[What is expected] Each line from the one containing "Build a routing" to the end of the entries is to be repeated exactly, and no other line.
Start of Data listing
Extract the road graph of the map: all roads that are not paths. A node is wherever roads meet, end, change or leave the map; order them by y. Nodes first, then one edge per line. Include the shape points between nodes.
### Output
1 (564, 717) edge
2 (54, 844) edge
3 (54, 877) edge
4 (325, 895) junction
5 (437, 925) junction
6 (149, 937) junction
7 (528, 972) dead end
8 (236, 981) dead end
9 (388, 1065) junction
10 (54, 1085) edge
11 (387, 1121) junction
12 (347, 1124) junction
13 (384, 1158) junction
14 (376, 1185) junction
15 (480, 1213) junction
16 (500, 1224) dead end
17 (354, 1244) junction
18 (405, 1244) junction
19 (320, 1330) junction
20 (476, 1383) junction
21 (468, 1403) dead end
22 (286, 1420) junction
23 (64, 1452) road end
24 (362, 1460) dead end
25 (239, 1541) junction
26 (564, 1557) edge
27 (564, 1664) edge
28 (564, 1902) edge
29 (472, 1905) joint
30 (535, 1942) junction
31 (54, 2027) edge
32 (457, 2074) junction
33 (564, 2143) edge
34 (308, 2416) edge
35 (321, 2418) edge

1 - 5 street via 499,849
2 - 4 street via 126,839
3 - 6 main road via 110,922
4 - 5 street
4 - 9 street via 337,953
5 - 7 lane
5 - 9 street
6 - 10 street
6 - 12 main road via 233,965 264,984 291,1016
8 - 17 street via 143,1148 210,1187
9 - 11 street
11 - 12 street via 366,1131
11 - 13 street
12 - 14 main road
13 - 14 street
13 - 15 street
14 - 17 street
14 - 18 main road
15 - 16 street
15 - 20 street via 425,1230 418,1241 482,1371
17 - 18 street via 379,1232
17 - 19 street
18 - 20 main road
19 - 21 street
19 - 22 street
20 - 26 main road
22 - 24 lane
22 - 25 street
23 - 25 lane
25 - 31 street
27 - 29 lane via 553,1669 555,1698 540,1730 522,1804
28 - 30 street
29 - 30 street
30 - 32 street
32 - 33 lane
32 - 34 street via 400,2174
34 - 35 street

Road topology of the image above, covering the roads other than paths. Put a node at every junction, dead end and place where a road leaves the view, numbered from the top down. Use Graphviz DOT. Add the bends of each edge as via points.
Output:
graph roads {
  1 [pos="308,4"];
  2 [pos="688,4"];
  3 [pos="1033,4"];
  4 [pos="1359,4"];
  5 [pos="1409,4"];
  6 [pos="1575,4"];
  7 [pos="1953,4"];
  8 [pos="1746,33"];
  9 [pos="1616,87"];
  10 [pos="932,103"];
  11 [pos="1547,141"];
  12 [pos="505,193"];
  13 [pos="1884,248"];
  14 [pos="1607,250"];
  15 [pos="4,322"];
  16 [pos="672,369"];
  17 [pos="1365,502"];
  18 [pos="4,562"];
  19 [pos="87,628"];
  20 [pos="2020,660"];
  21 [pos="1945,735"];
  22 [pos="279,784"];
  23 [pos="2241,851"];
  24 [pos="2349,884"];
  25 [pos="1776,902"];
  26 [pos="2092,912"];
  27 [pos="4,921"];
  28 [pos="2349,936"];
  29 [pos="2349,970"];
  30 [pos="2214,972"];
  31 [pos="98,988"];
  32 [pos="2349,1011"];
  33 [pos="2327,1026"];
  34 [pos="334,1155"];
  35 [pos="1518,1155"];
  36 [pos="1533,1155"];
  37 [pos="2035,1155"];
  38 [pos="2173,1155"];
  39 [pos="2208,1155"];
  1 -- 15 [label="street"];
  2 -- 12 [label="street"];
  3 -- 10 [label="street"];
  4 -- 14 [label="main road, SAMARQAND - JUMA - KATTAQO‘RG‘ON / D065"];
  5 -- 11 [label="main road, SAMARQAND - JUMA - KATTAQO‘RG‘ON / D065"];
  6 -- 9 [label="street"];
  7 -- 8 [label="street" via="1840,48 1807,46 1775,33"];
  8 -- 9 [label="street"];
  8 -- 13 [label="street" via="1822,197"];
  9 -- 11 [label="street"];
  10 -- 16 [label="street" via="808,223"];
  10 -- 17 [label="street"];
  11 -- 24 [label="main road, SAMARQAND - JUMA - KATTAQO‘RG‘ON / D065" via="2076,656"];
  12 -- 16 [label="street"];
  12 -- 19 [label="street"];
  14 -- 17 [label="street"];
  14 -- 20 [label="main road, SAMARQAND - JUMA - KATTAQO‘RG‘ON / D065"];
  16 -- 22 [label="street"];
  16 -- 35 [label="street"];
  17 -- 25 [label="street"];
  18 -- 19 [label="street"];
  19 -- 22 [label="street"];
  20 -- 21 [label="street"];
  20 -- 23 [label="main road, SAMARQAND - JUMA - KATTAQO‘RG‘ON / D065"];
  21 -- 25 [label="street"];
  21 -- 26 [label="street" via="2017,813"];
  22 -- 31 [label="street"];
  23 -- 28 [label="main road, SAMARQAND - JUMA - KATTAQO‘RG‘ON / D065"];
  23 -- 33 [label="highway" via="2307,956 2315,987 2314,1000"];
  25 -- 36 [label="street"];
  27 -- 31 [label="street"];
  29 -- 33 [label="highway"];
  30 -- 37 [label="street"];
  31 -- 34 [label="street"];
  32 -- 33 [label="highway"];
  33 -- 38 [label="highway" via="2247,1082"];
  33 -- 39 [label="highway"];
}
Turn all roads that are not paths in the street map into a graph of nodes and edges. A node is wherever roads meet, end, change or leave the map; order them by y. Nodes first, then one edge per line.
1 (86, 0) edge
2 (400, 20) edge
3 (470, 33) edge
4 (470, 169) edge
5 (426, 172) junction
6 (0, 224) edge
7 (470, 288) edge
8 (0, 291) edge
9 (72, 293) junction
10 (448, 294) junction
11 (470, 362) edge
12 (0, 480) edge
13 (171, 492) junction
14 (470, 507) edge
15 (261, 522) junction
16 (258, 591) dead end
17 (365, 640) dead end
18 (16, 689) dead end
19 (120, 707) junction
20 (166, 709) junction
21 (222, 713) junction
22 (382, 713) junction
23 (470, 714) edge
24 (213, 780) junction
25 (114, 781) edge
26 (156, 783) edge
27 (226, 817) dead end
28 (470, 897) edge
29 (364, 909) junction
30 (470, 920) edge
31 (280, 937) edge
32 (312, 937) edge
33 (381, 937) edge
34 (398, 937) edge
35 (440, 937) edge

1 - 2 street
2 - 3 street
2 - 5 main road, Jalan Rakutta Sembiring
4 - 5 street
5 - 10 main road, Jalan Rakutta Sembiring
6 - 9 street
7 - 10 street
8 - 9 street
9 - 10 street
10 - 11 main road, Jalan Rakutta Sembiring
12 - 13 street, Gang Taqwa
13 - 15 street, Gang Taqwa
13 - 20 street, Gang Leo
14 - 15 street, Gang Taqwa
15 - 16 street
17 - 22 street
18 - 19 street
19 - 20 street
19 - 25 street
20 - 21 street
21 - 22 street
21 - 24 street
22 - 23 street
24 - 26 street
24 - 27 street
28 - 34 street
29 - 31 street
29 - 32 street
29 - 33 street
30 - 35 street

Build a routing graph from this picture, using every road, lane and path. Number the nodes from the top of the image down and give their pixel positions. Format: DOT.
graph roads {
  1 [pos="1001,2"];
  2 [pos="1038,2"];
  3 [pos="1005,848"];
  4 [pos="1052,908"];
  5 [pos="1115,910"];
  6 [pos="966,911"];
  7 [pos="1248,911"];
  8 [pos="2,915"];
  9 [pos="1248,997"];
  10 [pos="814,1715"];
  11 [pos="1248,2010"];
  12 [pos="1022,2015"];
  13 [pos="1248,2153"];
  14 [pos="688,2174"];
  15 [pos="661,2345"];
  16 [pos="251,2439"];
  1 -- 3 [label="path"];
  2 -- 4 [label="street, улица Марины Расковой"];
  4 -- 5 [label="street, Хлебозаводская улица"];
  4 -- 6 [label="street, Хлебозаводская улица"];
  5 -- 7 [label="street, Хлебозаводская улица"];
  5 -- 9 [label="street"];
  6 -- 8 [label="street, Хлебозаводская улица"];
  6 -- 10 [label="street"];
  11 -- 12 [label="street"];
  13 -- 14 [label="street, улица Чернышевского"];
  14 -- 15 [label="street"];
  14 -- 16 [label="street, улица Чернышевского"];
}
End of Data listing
[Written response]
Build a routing graph from this picture, using every road, lane and path. Number the nodes from the top of the image down and give their pixel positions. Format: DOT.
graph roads {
  1 [pos="1001,2"];
  2 [pos="1038,2"];
  3 [pos="1005,848"];
  4 [pos="1052,908"];
  5 [pos="1115,910"];
  6 [pos="966,911"];
  7 [pos="1248,911"];
  8 [pos="2,915"];
  9 [pos="1248,997"];
  10 [pos="814,1715"];
  11 [pos="1248,2010"];
  12 [pos="1022,2015"];
  13 [pos="1248,2153"];
  14 [pos="688,2174"];
  15 [pos="661,2345"];
  16 [pos="251,2439"];
  1 -- 3 [label="path"];
  2 -- 4 [label="street, улица Марины Расковой"];
  4 -- 5 [label="street, Хлебозаводская улица"];
  4 -- 6 [label="street, Хлебозаводская улица"];
  5 -- 7 [label="street, Хлебозаводская улица"];
  5 -- 9 [label="street"];
  6 -- 8 [label="street, Хлебозаводская улица"];
  6 -- 10 [label="street"];
  11 -- 12 [label="street"];
  13 -- 14 [label="street, улица Чернышевского"];
  14 -- 15 [label="street"];
  14 -- 16 [label="street, улица Чернышевского"];
}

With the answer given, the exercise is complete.